L’Histoire du monde et de notre pays nous montre abondamment qu’un tel glissement vers le régime conventionnel ou d’assemblée où le législatif s’invite dans un organe exécutif après en avoir voté la configuration, a  toujours été la source des pires blocages. La Terreur sous la Révolution française vient de cette confusion des pouvoirs. Manifestement Sacca Lafia ne paie pas de mine ; ce vétérinaire envoyé dans une galère dont il ne maîtrise apparemment pas les contours, n’a pas le brio, les compétences et le sang-froid de l’universitaire Nassirou Bako, pourtant brocardé à tort comme le père d’une Lépi bâclée ; évidemment seulement pour des opposants mauvais perdants qui d’ailleurs ne le pensaient pas vraiment, puisqu’ils n’avaient guère boycotté les élections présidentielle et législatives de 2011 !

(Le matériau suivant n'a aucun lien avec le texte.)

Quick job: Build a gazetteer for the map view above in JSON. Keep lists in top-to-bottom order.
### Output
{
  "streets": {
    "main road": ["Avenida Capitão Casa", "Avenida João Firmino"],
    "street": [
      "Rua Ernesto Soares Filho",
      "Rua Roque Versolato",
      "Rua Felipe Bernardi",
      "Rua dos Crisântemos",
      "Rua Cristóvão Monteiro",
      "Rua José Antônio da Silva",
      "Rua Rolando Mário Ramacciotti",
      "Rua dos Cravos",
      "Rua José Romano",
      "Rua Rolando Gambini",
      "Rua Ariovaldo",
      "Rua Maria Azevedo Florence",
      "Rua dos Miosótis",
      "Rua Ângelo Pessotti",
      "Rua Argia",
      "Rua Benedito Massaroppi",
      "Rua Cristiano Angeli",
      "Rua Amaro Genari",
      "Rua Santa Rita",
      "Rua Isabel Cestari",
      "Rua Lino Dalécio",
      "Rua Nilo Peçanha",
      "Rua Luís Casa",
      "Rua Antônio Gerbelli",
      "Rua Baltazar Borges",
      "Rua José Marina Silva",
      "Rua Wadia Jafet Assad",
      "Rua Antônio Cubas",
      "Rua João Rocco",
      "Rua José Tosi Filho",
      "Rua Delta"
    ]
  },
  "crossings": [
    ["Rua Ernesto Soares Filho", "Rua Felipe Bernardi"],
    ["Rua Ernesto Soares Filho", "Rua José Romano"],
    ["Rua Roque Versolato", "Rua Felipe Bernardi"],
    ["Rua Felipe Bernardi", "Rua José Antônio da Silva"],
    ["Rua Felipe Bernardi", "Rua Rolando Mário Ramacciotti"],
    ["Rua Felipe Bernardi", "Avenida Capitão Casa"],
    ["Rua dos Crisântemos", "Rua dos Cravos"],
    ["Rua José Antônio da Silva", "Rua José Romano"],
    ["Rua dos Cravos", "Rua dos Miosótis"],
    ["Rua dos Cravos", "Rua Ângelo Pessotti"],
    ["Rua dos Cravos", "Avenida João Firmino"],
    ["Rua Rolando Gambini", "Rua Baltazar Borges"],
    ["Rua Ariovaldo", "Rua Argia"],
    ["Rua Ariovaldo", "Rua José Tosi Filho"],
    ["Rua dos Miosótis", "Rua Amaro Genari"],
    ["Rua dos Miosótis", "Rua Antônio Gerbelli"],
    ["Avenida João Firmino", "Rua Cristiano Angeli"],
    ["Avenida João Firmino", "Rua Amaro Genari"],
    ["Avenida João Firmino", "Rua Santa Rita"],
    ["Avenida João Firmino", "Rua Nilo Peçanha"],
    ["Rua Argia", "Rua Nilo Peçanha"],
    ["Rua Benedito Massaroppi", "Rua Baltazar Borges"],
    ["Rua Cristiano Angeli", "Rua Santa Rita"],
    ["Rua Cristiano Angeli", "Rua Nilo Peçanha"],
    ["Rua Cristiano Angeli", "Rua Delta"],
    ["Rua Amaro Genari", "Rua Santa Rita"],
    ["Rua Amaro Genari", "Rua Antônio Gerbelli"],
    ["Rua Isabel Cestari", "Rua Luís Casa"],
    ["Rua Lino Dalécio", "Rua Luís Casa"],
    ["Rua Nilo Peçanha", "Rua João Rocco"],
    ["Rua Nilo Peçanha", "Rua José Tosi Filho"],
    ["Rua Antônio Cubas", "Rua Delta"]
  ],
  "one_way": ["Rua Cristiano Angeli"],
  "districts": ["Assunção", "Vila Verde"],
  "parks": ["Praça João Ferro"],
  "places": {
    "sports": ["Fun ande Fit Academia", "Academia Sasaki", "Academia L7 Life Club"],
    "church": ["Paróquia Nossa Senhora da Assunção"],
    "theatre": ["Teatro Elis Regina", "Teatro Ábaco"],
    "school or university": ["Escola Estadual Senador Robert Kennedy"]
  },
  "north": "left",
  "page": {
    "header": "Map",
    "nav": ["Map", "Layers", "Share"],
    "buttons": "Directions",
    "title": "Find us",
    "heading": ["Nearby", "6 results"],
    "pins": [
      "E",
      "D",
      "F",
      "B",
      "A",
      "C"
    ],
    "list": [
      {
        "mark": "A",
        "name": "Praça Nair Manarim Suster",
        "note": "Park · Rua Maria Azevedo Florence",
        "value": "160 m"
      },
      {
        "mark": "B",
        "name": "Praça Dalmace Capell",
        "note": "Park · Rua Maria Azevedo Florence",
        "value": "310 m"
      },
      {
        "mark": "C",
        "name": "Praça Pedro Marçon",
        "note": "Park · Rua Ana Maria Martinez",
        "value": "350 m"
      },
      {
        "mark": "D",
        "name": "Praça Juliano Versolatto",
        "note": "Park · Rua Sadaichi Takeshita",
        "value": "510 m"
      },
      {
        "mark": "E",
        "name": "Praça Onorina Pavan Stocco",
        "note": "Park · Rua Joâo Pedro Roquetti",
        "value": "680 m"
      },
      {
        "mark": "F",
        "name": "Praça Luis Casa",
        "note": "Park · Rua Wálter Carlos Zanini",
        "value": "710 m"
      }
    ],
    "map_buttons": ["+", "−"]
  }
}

 Dans les deux cas donc, Cps-Lépi ou Cos-Lépi, les dés étaient pipés quand on a voulu faire chapeauter un organe technique, le seul qui maîtrise véritablement les procédures idoines, par un organe de contrôle budgétivore, inefficace, inutilement bavard,  qui depuis janvier 2014 est carrément illégitime et illégal. Le scénario Wahala est à nos portes avec ses ravages irréparables ! L’heure est grave. Aussi le spectacle ubuesque que nous offrent certains de nos compatriotes est-il simplement indécent lors donc que pendant ce temps certains d’entre nous ont le rire jaune ou celui du crocodile. Eh oui ! Je sais que dans les moments les plus tragiques de notre existence, beaucoup de Béninois ont le don de l’humour noir. Ainsi certains continuent de nous distraire ; d’autres ont le génie des slogans ridicules. Comme manifestement à la fin d’une époque ou d’un régime, les trouvailles de notre génie commencent par pleuvoir. L’un est particulièrement amusant : « Après nous, c’est nous » ou plus arrogamment « Après Boni Yayi, c’est Boni Yayi » ! Comment une telle opération de l’Esprit Saint est-elle possible? D’autres slogans que mes compatriotes se sont mis à emboucher sont tout aussi mal indiqués : « On s’est trompé ! Boni Yayi était un malentendu ! C’est un papa malheur » ! Mais de qui se paie-t-on la fiole? Sous le régime Yayi,  Je n’ai rien « eu » comme se plaisent à dire certains de mes compatriotes ; je suis resté Gros Claude comme devant et pourtant, je n’aurai pas l’outrecuidance de ces anciens ministres, cette inélégance de certains honorables députés. Parce que ces derniers  n’auraient eu rien d’autre à faire que ronger leur frein si Boni Yayi ne les avait pas sortis de leur anonymat forcé en les faisant positionner sur une liste FCBE ! Celui qui dit qu’il s’est trompé en politique est un niais ou un rigolo !

 Que faire ? Il faut d’abord que le Président de la République, Chef de l’Etat et chef du Gouvernement (que de pouvoirs) sache qu’il est constitutionnellement le seul capitaine à bord du navire Bénin et qu’il prenne vraiment la situation en mains. Comment ? En :

•  faisant abroger la loi scélérate et renvoyer nos 9 demi-sages à leurs pénates ;

•  faisant prendre des lois dérogatoires au code électoral ;

• organisant de larges concertations des forces vives, le tout pouvant  se terminer par un forum national pour arrêter un agenda électoral consensuel.